# For Your Shoes



## Healinya (Sep 13, 2008)

These seem cool. I wouldn't give them as a gift or anything, but I wish I could. I have everything on hand but the cat litter.

Stinky Sneaker Sachet Blend
Makes 4 sachets

Most of the dirt that gets into our homes hitchhikes on our shoes. Remove them at the door, and you might spend less time cleaning. But taking footwear off at our house exposes another problem: stinky sneakers.

To solve it, I’ve made sachets filled with absorbent clay cat litter scented with an assortment of essential oils. I place a sachet in each sneaker and leave it there overnight. Below is the formula that my boys like; I prefer more lavender myself. You may reuse the sachets for as long as the scent lasts.

2 teaspoons essential oil of sandalwood
1 teaspoon essential oil of tea tree
1/2 teaspoon each essential oils of lemon and grapefruit
1/4 teaspoon each essential oils of spruce and lavender
4 cups natural clay cat litter
4 clean socks
4 rubber bands

Stir the oils into the cat litter in a glass jar, cover, and let the mixture age for a week.
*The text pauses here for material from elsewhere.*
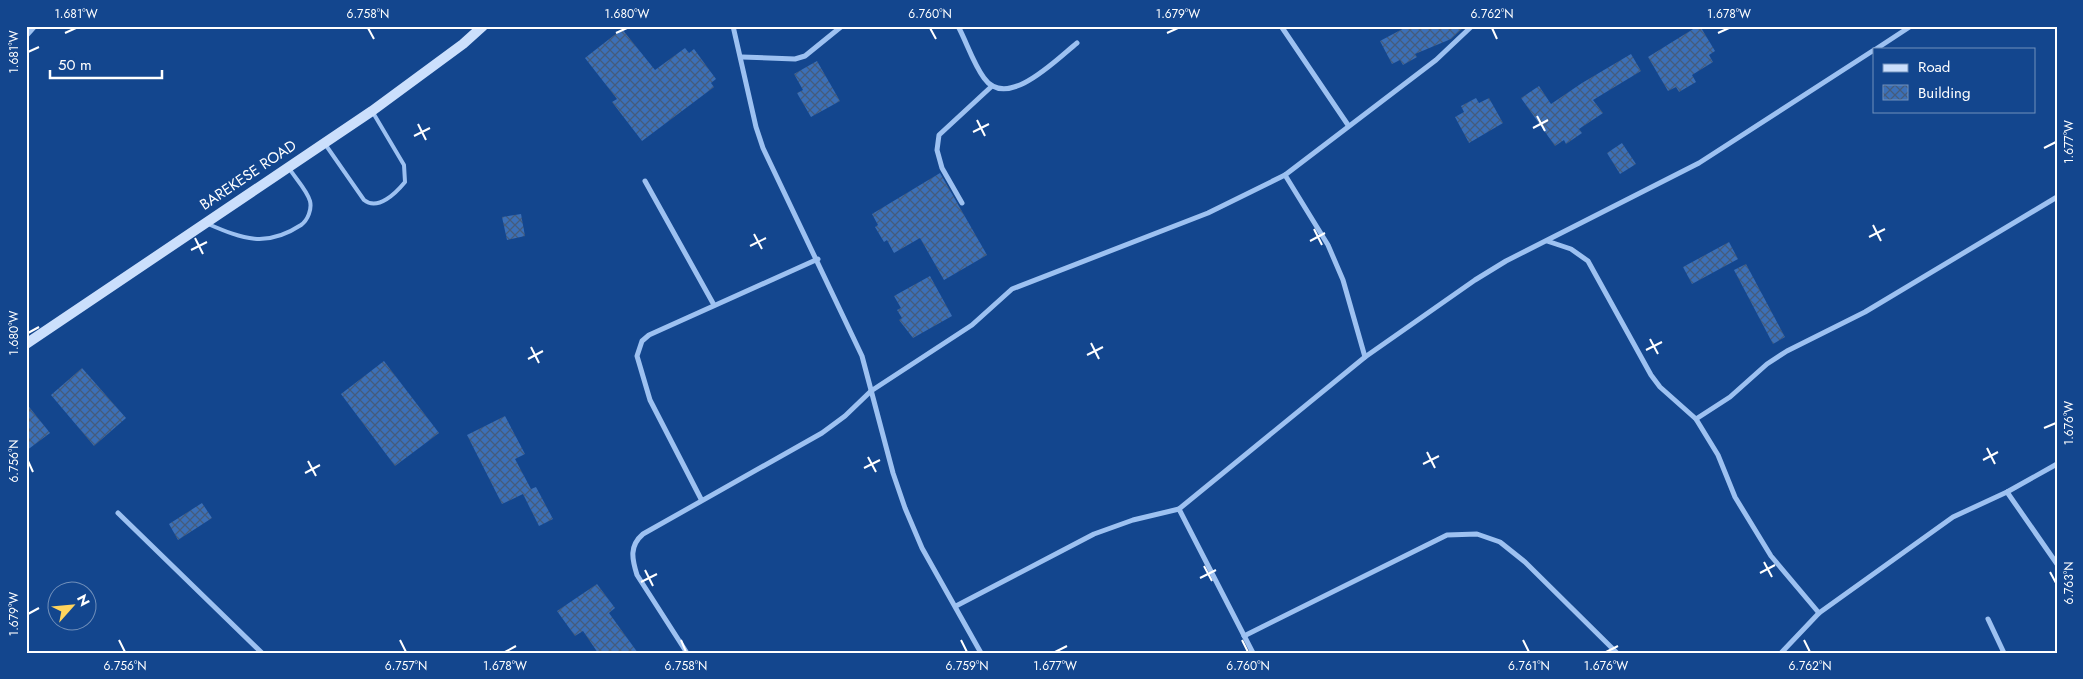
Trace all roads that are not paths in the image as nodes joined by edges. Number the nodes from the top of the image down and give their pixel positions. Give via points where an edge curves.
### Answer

Fill the socks with the sachet blend and close them with the rubber bands.


----------



## Tabitha (Sep 13, 2008)

That would be a good craft project for a bot scout troop  .


----------



## carebear (Oct 14, 2008)

oh I am SO all over that for my son's Weblos.  Hmmm.

Isn't sandalwood a) very expensive and b) endangered?  can you suggest a sub?


----------



## Deda (Oct 15, 2008)

What a cute idea!


----------



## Guest (Apr 8, 2009)

Oh , hubby needs those for his workboots.

Thanks for posting
Kitn


----------